(Entries taken from a collection)
....
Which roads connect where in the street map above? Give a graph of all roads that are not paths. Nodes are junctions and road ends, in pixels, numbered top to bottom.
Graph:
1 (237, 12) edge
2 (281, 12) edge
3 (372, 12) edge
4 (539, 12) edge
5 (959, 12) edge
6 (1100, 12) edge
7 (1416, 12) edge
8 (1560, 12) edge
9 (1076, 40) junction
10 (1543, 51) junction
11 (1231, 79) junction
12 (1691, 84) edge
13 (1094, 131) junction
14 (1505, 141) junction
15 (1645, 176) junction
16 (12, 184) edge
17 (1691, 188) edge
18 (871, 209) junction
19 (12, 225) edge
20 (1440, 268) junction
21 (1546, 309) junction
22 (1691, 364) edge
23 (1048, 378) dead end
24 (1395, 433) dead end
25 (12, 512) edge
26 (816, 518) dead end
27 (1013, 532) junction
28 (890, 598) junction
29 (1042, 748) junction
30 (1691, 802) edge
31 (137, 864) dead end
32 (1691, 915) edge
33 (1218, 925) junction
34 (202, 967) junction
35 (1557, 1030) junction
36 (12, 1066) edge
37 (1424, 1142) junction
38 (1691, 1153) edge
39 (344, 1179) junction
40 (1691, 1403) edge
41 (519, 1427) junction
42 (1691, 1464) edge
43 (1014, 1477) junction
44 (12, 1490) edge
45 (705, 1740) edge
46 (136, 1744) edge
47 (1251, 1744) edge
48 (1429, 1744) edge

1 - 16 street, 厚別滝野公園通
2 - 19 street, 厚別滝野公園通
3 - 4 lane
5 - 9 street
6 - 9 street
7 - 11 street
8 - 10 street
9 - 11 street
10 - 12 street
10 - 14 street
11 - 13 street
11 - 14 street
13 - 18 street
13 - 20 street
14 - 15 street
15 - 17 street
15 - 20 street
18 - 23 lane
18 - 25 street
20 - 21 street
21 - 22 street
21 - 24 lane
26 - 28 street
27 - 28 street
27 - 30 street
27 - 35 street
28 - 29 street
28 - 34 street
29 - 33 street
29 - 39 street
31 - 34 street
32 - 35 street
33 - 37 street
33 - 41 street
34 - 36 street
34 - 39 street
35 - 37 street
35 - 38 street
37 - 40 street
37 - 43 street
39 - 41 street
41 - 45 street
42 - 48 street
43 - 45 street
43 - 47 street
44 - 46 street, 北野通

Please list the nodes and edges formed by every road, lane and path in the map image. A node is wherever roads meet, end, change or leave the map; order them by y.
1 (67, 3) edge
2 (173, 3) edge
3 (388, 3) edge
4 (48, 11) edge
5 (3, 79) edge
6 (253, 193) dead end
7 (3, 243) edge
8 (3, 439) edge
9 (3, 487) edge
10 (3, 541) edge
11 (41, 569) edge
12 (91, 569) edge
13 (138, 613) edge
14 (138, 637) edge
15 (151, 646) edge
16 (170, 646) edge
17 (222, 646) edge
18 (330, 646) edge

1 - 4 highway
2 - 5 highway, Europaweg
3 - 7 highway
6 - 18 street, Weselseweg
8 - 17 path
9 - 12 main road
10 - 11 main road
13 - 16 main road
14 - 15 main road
....
* Exercise *
Only a number is expected: how many lines of the data include the string "厚別滝野公園通".

* Reply to the task *
2